201309344/2/R2.
Datum uitspraak: 1 april 2015
AFDELING
BESTUURSRECHTSPRAAK
Uitspraak in het geding tussen:
[appellant], wonend te Huissen, gemeente Lingewaard, en anderen,
en
de raad van de gemeente Lingewaard,
verweerder.
Procesverloop
Bij besluit van 27 juni 2013, kenmerk 53/2013, heeft de raad het bestemmingsplan "Kom Huissen" vastgesteld.
Tegen dit besluit hebben onder meer [appellant] en anderen beroep ingesteld.
De raad heeft een verweerschrift ingediend.
[appellant] en anderen hebben nadere stukken ingediend.

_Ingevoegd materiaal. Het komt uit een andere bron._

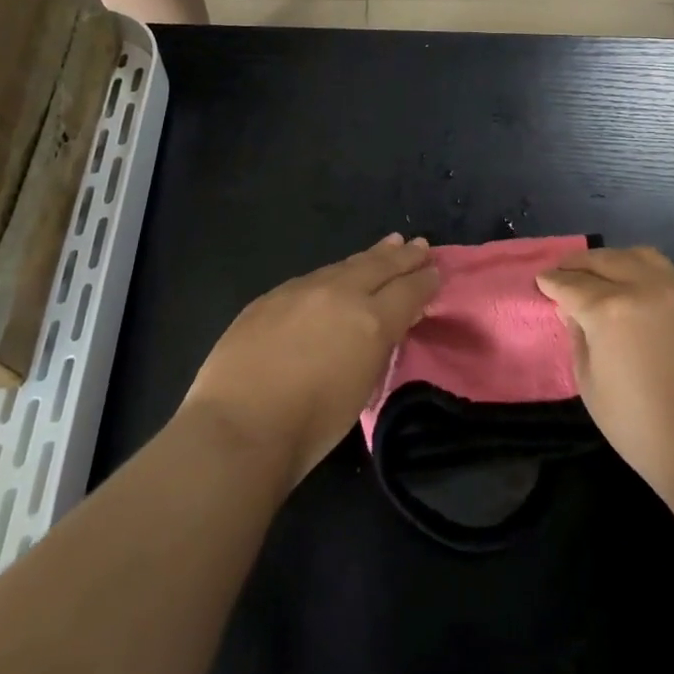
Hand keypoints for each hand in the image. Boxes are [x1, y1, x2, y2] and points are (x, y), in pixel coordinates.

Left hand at [181, 235, 439, 486]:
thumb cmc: (309, 427)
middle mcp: (340, 294)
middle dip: (403, 257)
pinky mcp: (271, 296)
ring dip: (371, 256)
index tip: (435, 272)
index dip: (424, 281)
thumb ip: (376, 349)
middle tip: (420, 245)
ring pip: (345, 265)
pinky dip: (334, 273)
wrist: (238, 426)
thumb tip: (384, 327)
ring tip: (389, 245)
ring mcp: (302, 290)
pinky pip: (313, 278)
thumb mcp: (361, 389)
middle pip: (380, 266)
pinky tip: (337, 274)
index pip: (408, 291)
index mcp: (371, 321)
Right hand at [537, 246, 673, 503]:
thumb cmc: (644, 430)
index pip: (572, 284)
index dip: (552, 282)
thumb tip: (574, 312)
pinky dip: (644, 273)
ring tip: (602, 272)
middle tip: (564, 271)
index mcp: (610, 310)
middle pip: (605, 260)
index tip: (541, 280)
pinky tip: (638, 290)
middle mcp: (645, 288)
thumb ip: (579, 340)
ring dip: (614, 259)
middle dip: (579, 263)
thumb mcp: (591, 388)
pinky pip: (667, 275)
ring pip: (640, 256)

De Afdeling heeft de zaak ter zitting behandeld op 9 september 2014, waar onder meer, [appellant], bijgestaan door [gemachtigde], en de raad, vertegenwoordigd door R.L. Noppen, zijn verschenen.
Bij tussenuitspraak van 5 november 2014, in zaak nr. 201309344/1/R2, heeft de Afdeling de raad opgedragen om binnen 12 weken na de verzending van de tussenuitspraak het daarin geconstateerde gebrek in het besluit van 27 juni 2013 te herstellen, de Afdeling de uitkomst mede te delen en een eventueel gewijzigd besluit op de wettelijk voorgeschreven wijze bekend te maken. Deze tussenuitspraak is aangehecht.

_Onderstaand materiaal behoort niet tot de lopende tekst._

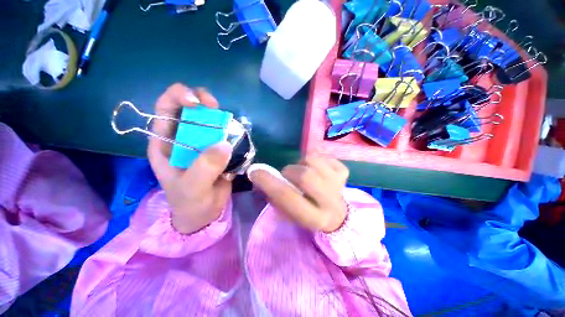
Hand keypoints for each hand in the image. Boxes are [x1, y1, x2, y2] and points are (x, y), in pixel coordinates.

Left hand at [147, 84, 232, 233]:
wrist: (205, 213)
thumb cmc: (191, 202)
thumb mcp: (192, 188)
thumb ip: (205, 167)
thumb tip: (224, 144)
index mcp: (166, 142)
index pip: (165, 108)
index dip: (178, 96)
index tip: (196, 101)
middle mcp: (184, 137)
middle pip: (191, 108)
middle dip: (203, 101)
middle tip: (216, 107)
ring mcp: (203, 142)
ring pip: (211, 120)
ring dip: (220, 118)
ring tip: (230, 126)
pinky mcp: (219, 149)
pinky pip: (226, 133)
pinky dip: (232, 131)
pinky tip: (236, 137)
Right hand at [249, 156, 348, 232]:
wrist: (336, 215)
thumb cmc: (308, 215)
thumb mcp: (290, 215)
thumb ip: (275, 199)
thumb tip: (261, 178)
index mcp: (314, 218)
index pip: (288, 197)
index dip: (268, 182)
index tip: (255, 172)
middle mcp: (330, 202)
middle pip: (305, 175)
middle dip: (289, 171)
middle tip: (287, 174)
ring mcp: (340, 184)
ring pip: (313, 160)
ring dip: (301, 163)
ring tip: (302, 171)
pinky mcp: (344, 173)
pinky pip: (325, 157)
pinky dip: (316, 161)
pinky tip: (317, 171)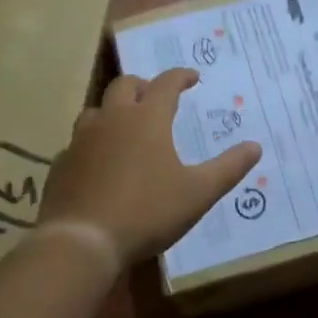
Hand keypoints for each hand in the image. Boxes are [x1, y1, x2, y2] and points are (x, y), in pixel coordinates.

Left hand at [37, 68, 262, 266]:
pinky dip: (93, 143)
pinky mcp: (62, 164)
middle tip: (156, 96)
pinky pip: (78, 143)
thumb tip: (255, 147)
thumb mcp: (198, 193)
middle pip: (125, 85)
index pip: (166, 83)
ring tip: (125, 126)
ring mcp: (81, 140)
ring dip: (113, 110)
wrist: (81, 241)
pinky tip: (99, 163)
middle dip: (143, 85)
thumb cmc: (147, 212)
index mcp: (147, 119)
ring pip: (96, 110)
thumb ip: (228, 168)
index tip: (193, 77)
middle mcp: (112, 119)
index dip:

Ter uitvoering van de tussenuitspraak heeft de raad bij besluit van 22 januari 2015, kenmerk 3/2015, een nadere motivering van het besluit van 27 juni 2013 vastgesteld.
Daartoe in de gelegenheid gesteld hebben [appellant] en anderen een zienswijze naar voren gebracht over de wijze waarop het gebrek is hersteld.
De Afdeling heeft bepaald dat een nadere zitting achterwege blijft.
Vervolgens heeft de Afdeling het onderzoek gesloten.
Overwegingen
1. Bij tussenuitspraak van 5 november 2014 heeft de Afdeling in overweging 8.5 overwogen dat de raad de ruimtelijke aanvaardbaarheid van het initiatief van [appellant] en anderen voor het bouwen van negentien appartementen en een commerciële ruimte op de gronden aan de Weverstraat gelegen tussen de Stadsdam en de percelen [locatie] te Huissen niet deugdelijk heeft beoordeeld en dat het plan in zoverre onvoldoende is gemotiveerd.
2. Bij besluit van 22 januari 2015 heeft de raad de motivering van het besluit van 27 juni 2013 aangevuld. Bij de beoordeling van de ruimtelijke aanvaardbaarheid van het initiatief van [appellant] en anderen heeft de raad onder meer de "Centrumvisie Huissen 2008" en de rapportages "Binnenstad Huissen, cultuurhistorisch onderzoek en waardering" en "Huissen - herbestemming en transformatiekader locaties" betrokken. De raad ziet op basis van de nadere motivering geen aanleiding om het besluit van 27 juni 2013 te wijzigen en het initiatief van [appellant] en anderen in het plan mogelijk te maken.
3. Naar aanleiding van de nadere motivering hebben [appellant] en anderen gesteld dat zij geen inhoudelijke reactie op de nadere motivering geven en dat daaraan niet de gevolgtrekking mag worden verbonden dat tegen de nadere motivering geen bezwaren bestaan.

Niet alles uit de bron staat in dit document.